Come dice Bela Balasz (Estetica del film, 1931) le cose non si vedono più, svaniscono. La pioggia di Ivens non è la pioggia che racconta lo spazio e che lo riempe. Non comunicano una realtà ma sono espressioni figurative. E’ l’inizio del cinema documentario ma anche un cinema sperimentale. La vista in questo caso non serve per avvicinarsi alla realtà ma per costruirne un’altra.
Nel corso degli anni "Pioggia" ha condiviso il destino delle grandi opere d'arte, mantenendo intatto il proprio valore comunicativo, malgrado le sbarre oltre cui certa critica, mossa dal tentativo malcelato di individuare un movente politico come filo conduttore dell'intera opera di Ivens, ha tentato invano di forzarlo.
Per nostro conto preferiamo l'impeto filologico alle parole in libertà e ci limitiamo a ricordare le parole rivolte nel 1974 dallo stesso Ivens agli studenti dell'Accademia tedesca del cinema e della televisione di Berlino Ovest: "Regen era veramente il film di un formalista convinto. Si trattava semplicemente di prendere un oggetto ed imparare a filmare, senza considerarlo assolutamente da un punto di vista sociale".

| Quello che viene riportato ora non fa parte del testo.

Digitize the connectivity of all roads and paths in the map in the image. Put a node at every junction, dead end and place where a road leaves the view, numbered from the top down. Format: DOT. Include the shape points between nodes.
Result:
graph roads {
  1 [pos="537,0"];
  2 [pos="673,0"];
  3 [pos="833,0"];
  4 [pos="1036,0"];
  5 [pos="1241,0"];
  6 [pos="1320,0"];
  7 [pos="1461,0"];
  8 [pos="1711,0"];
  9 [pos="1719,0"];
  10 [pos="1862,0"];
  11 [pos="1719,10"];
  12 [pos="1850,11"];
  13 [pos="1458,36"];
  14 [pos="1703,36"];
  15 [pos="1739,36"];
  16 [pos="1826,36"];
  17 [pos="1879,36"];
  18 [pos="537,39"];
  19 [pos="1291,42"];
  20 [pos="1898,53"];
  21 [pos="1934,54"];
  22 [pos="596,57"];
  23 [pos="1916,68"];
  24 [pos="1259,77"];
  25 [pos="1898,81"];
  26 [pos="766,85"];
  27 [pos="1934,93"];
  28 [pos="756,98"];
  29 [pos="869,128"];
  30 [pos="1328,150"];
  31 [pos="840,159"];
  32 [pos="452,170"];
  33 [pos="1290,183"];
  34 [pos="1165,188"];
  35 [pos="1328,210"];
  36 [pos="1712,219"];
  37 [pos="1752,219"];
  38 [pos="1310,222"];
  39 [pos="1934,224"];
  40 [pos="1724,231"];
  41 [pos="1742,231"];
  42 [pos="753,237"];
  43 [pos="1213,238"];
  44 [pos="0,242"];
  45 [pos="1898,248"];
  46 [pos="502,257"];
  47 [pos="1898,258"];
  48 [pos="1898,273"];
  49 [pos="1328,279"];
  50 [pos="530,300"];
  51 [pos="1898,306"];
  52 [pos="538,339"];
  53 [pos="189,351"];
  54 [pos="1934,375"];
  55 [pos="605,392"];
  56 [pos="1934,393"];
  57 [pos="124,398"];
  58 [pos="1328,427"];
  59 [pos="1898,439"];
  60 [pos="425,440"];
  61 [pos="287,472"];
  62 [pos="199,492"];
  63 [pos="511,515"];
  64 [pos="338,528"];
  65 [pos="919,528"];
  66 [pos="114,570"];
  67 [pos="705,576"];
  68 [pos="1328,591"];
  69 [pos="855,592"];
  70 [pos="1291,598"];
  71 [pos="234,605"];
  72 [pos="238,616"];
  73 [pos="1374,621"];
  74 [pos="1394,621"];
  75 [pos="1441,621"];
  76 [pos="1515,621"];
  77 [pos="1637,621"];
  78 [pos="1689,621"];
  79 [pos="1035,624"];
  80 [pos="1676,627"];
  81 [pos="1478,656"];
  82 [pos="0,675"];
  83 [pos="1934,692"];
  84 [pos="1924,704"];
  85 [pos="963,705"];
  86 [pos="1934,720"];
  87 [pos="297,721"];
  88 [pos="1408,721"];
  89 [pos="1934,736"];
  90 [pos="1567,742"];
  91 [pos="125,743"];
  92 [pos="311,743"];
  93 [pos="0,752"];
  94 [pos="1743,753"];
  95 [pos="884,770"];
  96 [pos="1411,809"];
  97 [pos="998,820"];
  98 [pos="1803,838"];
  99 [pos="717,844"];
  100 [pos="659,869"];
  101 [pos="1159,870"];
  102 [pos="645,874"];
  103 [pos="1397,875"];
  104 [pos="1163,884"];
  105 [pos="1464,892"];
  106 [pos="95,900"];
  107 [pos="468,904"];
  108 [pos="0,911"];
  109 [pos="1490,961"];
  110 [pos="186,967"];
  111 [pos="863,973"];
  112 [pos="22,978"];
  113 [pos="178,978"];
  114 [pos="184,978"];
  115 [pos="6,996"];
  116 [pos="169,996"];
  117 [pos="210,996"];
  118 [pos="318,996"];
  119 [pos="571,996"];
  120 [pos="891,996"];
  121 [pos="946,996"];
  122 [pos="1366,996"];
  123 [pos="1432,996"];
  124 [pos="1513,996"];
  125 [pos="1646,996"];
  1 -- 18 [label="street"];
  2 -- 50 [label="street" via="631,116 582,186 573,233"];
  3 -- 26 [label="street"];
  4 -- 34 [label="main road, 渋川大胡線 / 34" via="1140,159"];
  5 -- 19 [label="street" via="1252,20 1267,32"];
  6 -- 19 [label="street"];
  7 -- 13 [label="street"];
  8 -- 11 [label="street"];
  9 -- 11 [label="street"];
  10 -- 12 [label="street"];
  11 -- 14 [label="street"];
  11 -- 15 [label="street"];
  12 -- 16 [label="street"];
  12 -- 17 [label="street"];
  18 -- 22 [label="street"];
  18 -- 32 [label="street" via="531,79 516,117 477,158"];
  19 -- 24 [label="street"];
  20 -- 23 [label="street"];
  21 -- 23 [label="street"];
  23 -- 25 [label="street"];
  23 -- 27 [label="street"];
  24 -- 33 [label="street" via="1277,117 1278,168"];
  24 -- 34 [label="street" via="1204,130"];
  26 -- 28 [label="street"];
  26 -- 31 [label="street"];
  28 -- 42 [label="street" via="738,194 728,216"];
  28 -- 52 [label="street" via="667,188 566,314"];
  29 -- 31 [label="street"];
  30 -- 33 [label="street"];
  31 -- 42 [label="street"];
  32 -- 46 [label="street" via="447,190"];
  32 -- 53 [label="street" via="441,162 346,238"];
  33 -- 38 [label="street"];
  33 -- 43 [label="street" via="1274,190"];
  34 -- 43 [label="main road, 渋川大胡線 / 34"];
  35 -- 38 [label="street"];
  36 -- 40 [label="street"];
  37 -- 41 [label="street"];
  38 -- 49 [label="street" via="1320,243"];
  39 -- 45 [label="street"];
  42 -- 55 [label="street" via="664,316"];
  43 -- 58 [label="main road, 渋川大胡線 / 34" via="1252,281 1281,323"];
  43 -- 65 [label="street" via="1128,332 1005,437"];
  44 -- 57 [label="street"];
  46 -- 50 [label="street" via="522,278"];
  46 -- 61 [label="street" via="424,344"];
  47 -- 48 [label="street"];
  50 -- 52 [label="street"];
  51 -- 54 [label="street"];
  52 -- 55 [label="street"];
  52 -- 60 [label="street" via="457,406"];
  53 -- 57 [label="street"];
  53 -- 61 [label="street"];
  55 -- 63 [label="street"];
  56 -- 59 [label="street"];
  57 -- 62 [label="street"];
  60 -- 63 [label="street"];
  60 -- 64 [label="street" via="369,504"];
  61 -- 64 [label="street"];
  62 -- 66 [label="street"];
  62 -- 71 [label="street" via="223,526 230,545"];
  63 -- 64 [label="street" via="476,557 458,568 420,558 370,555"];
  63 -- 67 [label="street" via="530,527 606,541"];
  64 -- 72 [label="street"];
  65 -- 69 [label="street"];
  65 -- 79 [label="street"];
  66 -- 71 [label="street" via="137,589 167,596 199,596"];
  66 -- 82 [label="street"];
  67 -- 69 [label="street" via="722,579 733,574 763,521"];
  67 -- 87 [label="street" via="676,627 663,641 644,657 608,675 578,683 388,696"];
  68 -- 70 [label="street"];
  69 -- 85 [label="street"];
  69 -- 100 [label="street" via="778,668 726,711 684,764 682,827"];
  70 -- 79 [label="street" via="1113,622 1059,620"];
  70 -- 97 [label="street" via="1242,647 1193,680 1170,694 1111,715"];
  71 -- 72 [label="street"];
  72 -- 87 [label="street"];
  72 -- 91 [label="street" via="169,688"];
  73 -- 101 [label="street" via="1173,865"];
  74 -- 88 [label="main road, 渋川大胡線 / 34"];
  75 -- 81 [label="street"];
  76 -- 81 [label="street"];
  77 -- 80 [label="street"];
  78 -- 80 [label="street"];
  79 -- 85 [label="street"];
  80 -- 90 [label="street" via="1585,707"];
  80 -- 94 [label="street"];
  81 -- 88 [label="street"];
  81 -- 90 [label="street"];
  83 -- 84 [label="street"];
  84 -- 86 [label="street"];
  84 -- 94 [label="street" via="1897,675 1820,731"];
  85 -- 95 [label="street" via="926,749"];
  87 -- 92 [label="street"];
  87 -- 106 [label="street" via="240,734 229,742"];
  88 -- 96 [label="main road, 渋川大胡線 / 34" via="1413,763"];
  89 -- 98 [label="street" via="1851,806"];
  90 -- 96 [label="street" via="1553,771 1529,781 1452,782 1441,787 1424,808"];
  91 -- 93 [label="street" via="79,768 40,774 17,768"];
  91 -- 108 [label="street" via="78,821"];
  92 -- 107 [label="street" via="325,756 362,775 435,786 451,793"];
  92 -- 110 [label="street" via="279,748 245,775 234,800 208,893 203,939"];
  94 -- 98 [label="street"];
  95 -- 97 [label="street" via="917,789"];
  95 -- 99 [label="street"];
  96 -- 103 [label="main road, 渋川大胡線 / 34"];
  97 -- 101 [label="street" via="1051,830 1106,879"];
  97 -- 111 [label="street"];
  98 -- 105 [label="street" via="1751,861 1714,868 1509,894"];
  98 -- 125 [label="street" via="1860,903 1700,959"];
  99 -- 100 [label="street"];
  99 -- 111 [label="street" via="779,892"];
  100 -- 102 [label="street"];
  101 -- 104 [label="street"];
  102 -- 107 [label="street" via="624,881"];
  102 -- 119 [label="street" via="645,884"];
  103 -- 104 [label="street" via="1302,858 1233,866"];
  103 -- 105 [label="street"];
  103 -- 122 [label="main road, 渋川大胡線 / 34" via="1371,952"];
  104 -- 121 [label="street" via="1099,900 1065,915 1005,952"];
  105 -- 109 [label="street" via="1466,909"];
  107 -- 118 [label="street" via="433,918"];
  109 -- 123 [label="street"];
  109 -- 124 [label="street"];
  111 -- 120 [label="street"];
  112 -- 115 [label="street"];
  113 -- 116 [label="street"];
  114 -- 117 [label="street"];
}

Nato come uno scherzo o una scommessa con l'amico scrittore Mannus Franken durante le riprese di "Branding" (precedente film a soggetto sull'amore tragico di due giovani indigenti), "Pioggia" seppe farsi strada nel mare delle pellicole d'avanguardia sino ad affermarsi come fulgido esempio di un cinema documentario capace di relazionarsi in modo inedito con i fatti e gli oggetti del mondo, di cogliere il dettaglio, il riflesso, l'attimo in cui il quotidiano svela la propria bellezza; un cinema teorico nei presupposti, ma saldamente calato nella prassi della rappresentazione, capace di intercettare il bisogno di meraviglia del pubblico e scoprendolo nelle piccole cose della vita di tutti i giorni.
Una nota a margine: del film esiste anche una versione musicata da Lou Lichtveld e risalente al 1932. Ciò nonostante continuiamo a preferire la versione originale muta, in cui la forma sonora scaturisce direttamente dalla successione dei quadri e lo spettatore attento, pervaso dal ritmo delle immagini, può persino riuscire a sentire i refoli di vento o i rintocchi delle gocce sulle cupole degli ombrelli.